■ **Exercise directions**
When you reach a picture, skip it, and retype every line below exactly.

[Dataset entries]
┄┄┄┄┄┄┄┄┄┄
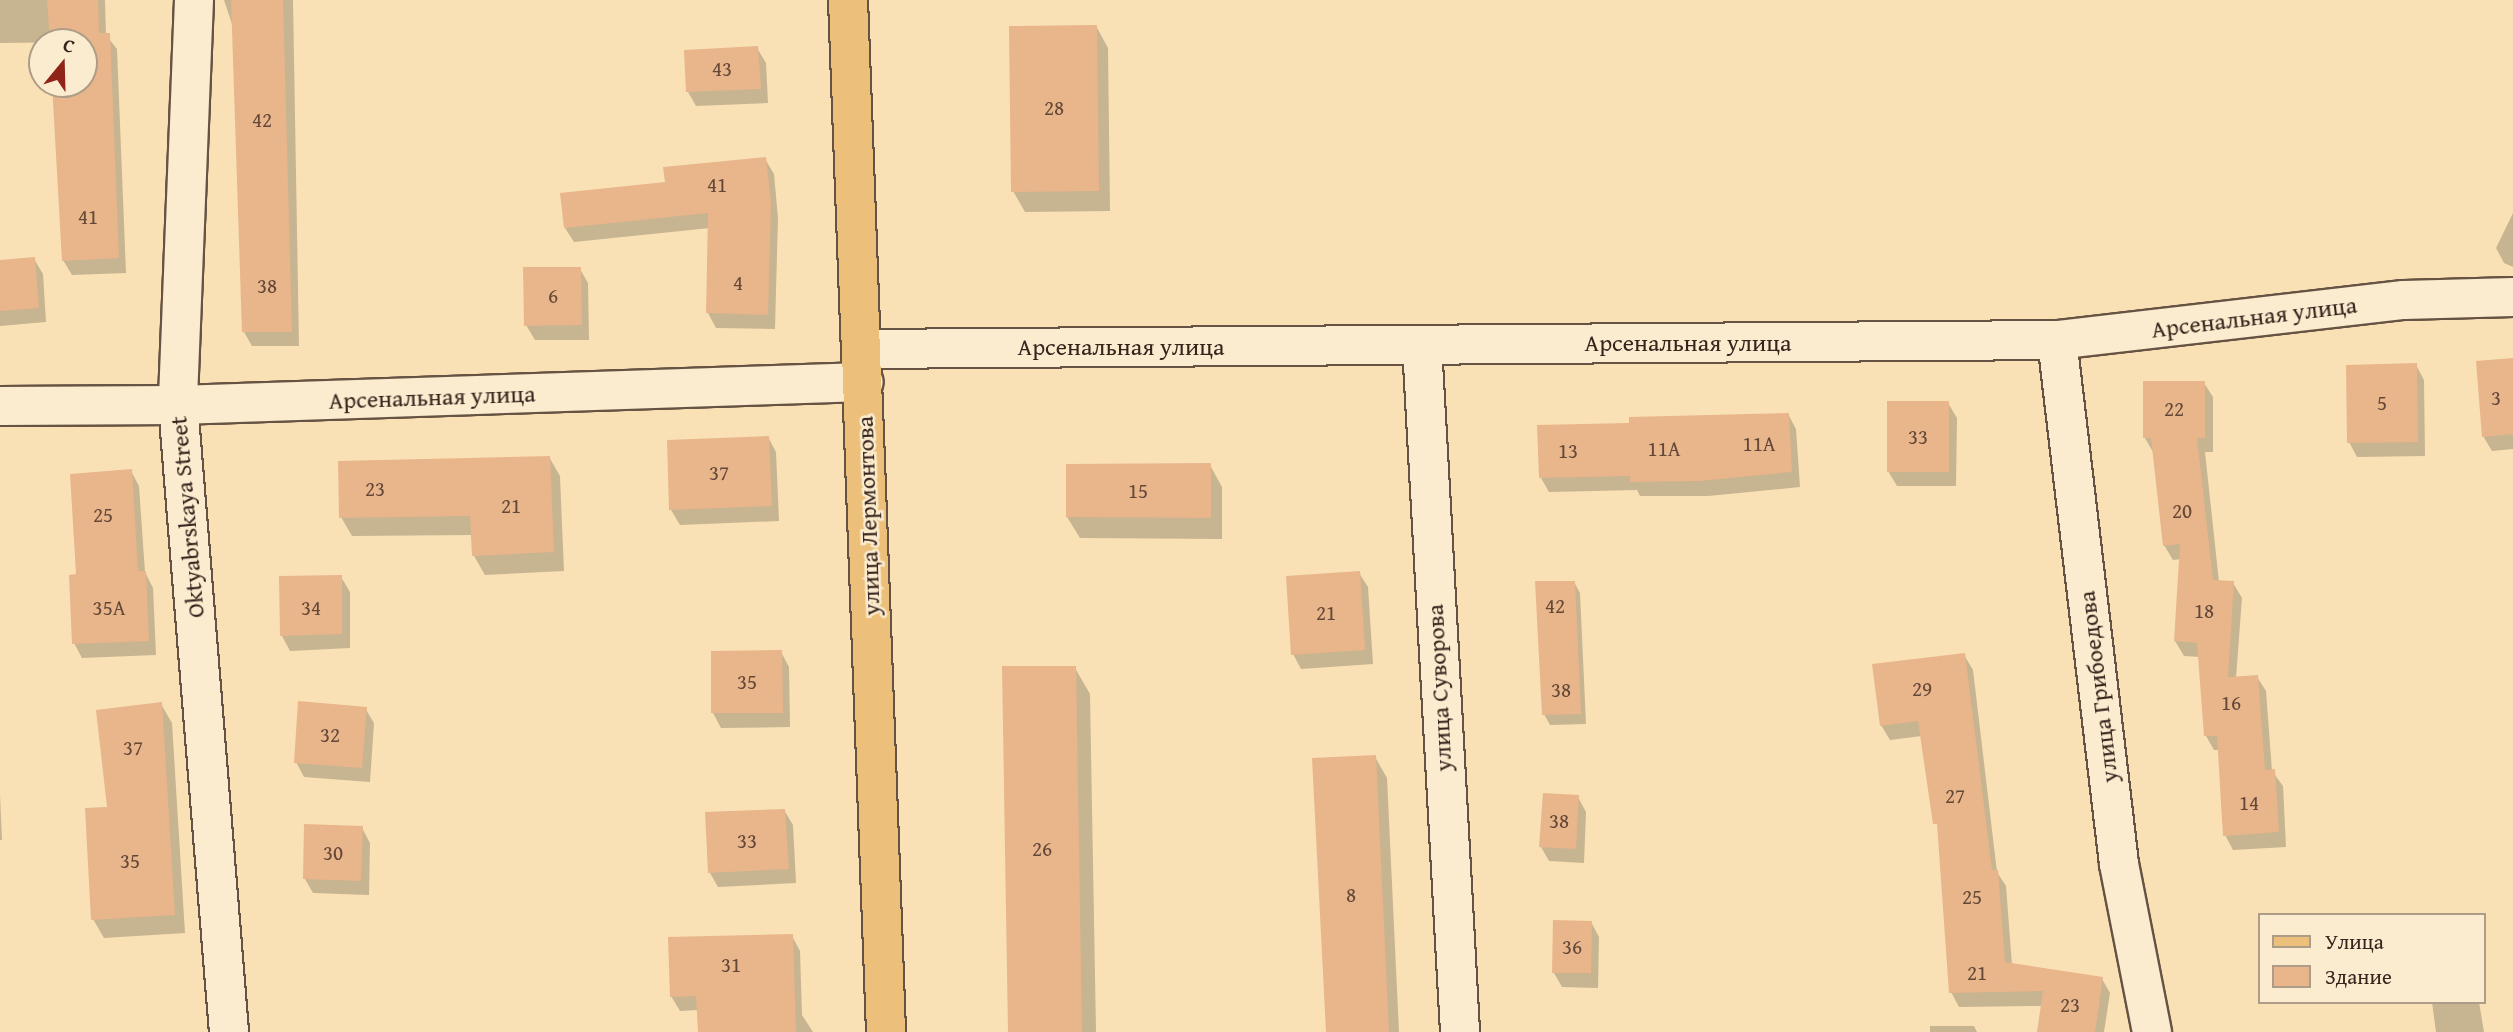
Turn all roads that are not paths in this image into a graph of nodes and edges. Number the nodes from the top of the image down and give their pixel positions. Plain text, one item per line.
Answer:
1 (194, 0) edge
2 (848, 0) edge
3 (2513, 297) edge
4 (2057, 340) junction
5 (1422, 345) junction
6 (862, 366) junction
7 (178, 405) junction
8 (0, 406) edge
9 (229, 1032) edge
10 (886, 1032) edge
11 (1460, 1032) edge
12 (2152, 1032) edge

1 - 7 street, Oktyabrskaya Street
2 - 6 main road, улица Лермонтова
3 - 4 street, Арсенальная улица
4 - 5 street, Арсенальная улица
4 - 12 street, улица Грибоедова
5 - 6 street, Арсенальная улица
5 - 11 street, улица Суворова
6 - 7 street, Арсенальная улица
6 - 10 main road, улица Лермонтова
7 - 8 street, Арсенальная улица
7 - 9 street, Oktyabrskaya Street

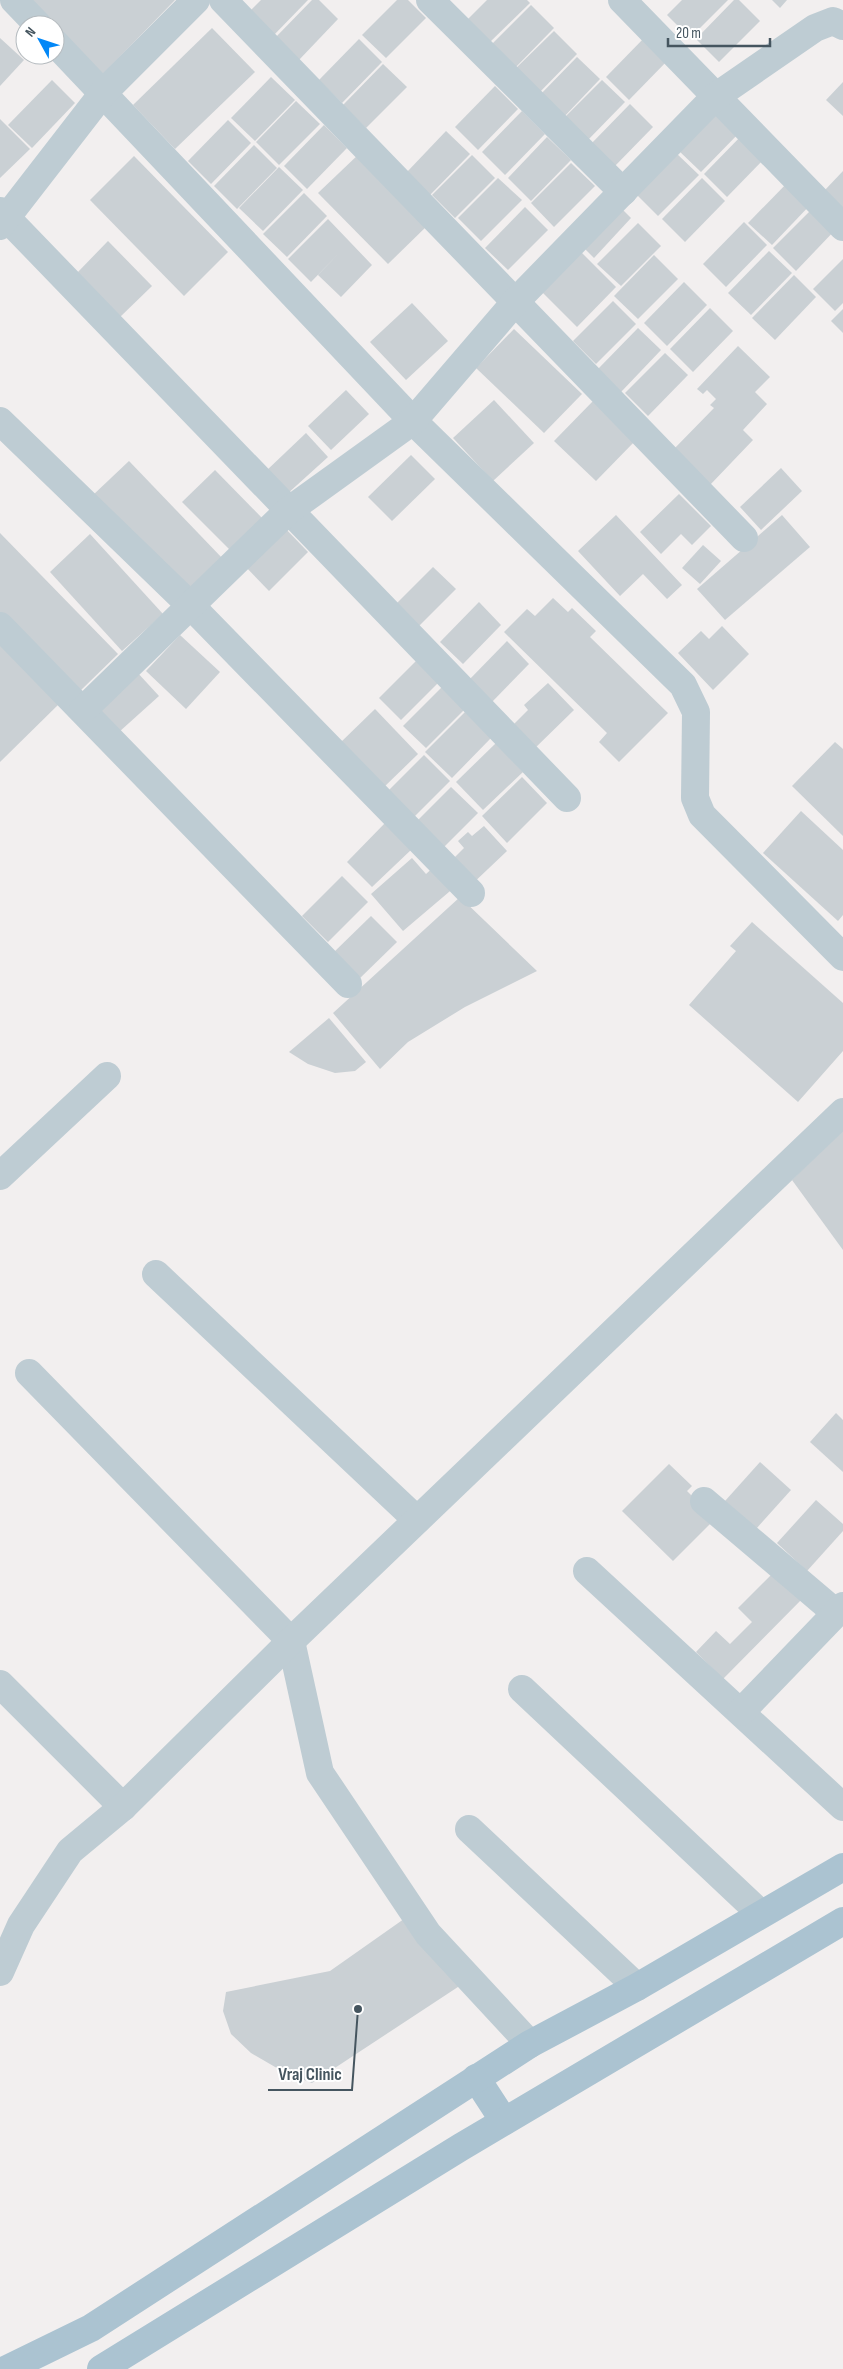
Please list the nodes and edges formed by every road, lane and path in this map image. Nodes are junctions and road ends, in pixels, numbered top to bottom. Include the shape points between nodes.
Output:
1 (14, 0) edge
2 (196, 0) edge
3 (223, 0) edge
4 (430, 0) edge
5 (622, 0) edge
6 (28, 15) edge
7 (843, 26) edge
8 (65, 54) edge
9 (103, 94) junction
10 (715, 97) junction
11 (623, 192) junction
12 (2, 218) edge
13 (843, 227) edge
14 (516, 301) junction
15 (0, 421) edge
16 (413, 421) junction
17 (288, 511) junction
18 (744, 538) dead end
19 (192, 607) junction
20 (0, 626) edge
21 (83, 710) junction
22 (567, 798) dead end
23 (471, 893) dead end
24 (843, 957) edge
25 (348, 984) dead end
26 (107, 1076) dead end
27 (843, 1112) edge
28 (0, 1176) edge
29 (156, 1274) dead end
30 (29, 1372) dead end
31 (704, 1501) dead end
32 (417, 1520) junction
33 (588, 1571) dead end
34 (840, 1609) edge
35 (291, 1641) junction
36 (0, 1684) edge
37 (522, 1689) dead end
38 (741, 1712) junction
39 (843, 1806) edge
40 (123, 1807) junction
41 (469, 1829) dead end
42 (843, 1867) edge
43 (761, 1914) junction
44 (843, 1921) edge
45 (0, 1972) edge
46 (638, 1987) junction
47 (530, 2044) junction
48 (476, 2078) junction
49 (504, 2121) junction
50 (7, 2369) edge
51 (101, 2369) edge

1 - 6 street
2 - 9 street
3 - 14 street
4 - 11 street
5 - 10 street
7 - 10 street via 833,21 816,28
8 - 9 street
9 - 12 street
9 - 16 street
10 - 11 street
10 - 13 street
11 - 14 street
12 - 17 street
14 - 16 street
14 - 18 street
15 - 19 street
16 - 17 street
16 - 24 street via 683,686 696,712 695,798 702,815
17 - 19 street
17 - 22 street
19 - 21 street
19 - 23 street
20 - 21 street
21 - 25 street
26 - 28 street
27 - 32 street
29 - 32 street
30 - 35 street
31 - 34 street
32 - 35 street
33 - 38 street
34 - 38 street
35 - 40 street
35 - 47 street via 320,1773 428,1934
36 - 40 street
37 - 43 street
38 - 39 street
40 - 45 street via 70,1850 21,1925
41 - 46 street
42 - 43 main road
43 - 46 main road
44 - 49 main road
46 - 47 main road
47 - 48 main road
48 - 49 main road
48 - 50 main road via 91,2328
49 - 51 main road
┄┄┄┄┄┄┄┄┄┄
■ **Result of this task**
Turn all roads that are not paths in this image into a graph of nodes and edges. Number the nodes from the top of the image down and give their pixel positions. Plain text, one item per line.
Answer:
1 (194, 0) edge
2 (848, 0) edge
3 (2513, 297) edge
4 (2057, 340) junction
5 (1422, 345) junction
6 (862, 366) junction
7 (178, 405) junction
8 (0, 406) edge
9 (229, 1032) edge
10 (886, 1032) edge
11 (1460, 1032) edge
12 (2152, 1032) edge

1 - 7 street, Oktyabrskaya Street
2 - 6 main road, улица Лермонтова
3 - 4 street, Арсенальная улица
4 - 5 street, Арсенальная улица
4 - 12 street, улица Грибоедова
5 - 6 street, Арсенальная улица
5 - 11 street, улица Суворова
6 - 7 street, Арсенальная улица
6 - 10 main road, улица Лермонтова
7 - 8 street, Арсенальная улица
7 - 9 street, Oktyabrskaya Street

Please list the nodes and edges formed by every road, lane and path in this map image. Nodes are junctions and road ends, in pixels, numbered top to bottom. Include the shape points between nodes.
Output:
1 (14, 0) edge
2 (196, 0) edge
3 (223, 0) edge
4 (430, 0) edge
5 (622, 0) edge
6 (28, 15) edge
7 (843, 26) edge
8 (65, 54) edge
9 (103, 94) junction
10 (715, 97) junction
11 (623, 192) junction
12 (2, 218) edge
13 (843, 227) edge
14 (516, 301) junction
15 (0, 421) edge
16 (413, 421) junction
17 (288, 511) junction
18 (744, 538) dead end
19 (192, 607) junction
20 (0, 626) edge
21 (83, 710) junction
22 (567, 798) dead end
23 (471, 893) dead end
24 (843, 957) edge
25 (348, 984) dead end
26 (107, 1076) dead end
27 (843, 1112) edge
28 (0, 1176) edge
29 (156, 1274) dead end
30 (29, 1372) dead end
31 (704, 1501) dead end
32 (417, 1520) junction
33 (588, 1571) dead end
34 (840, 1609) edge
35 (291, 1641) junction
36 (0, 1684) edge
37 (522, 1689) dead end
38 (741, 1712) junction
39 (843, 1806) edge
40 (123, 1807) junction
41 (469, 1829) dead end
42 (843, 1867) edge
43 (761, 1914) junction
44 (843, 1921) edge
45 (0, 1972) edge
46 (638, 1987) junction
47 (530, 2044) junction
48 (476, 2078) junction
49 (504, 2121) junction
50 (7, 2369) edge
51 (101, 2369) edge

1 - 6 street
2 - 9 street
3 - 14 street
4 - 11 street
5 - 10 street
7 - 10 street via 833,21 816,28
8 - 9 street
9 - 12 street
9 - 16 street
10 - 11 street
10 - 13 street
11 - 14 street
12 - 17 street
14 - 16 street
14 - 18 street
15 - 19 street
16 - 17 street
16 - 24 street via 683,686 696,712 695,798 702,815
17 - 19 street
17 - 22 street
19 - 21 street
19 - 23 street
20 - 21 street
21 - 25 street
26 - 28 street
27 - 32 street
29 - 32 street
30 - 35 street
31 - 34 street
32 - 35 street
33 - 38 street
34 - 38 street
35 - 40 street
35 - 47 street via 320,1773 428,1934
36 - 40 street
37 - 43 street
38 - 39 street
40 - 45 street via 70,1850 21,1925
41 - 46 street
42 - 43 main road
43 - 46 main road
44 - 49 main road
46 - 47 main road
47 - 48 main road
48 - 49 main road
48 - 50 main road via 91,2328
49 - 51 main road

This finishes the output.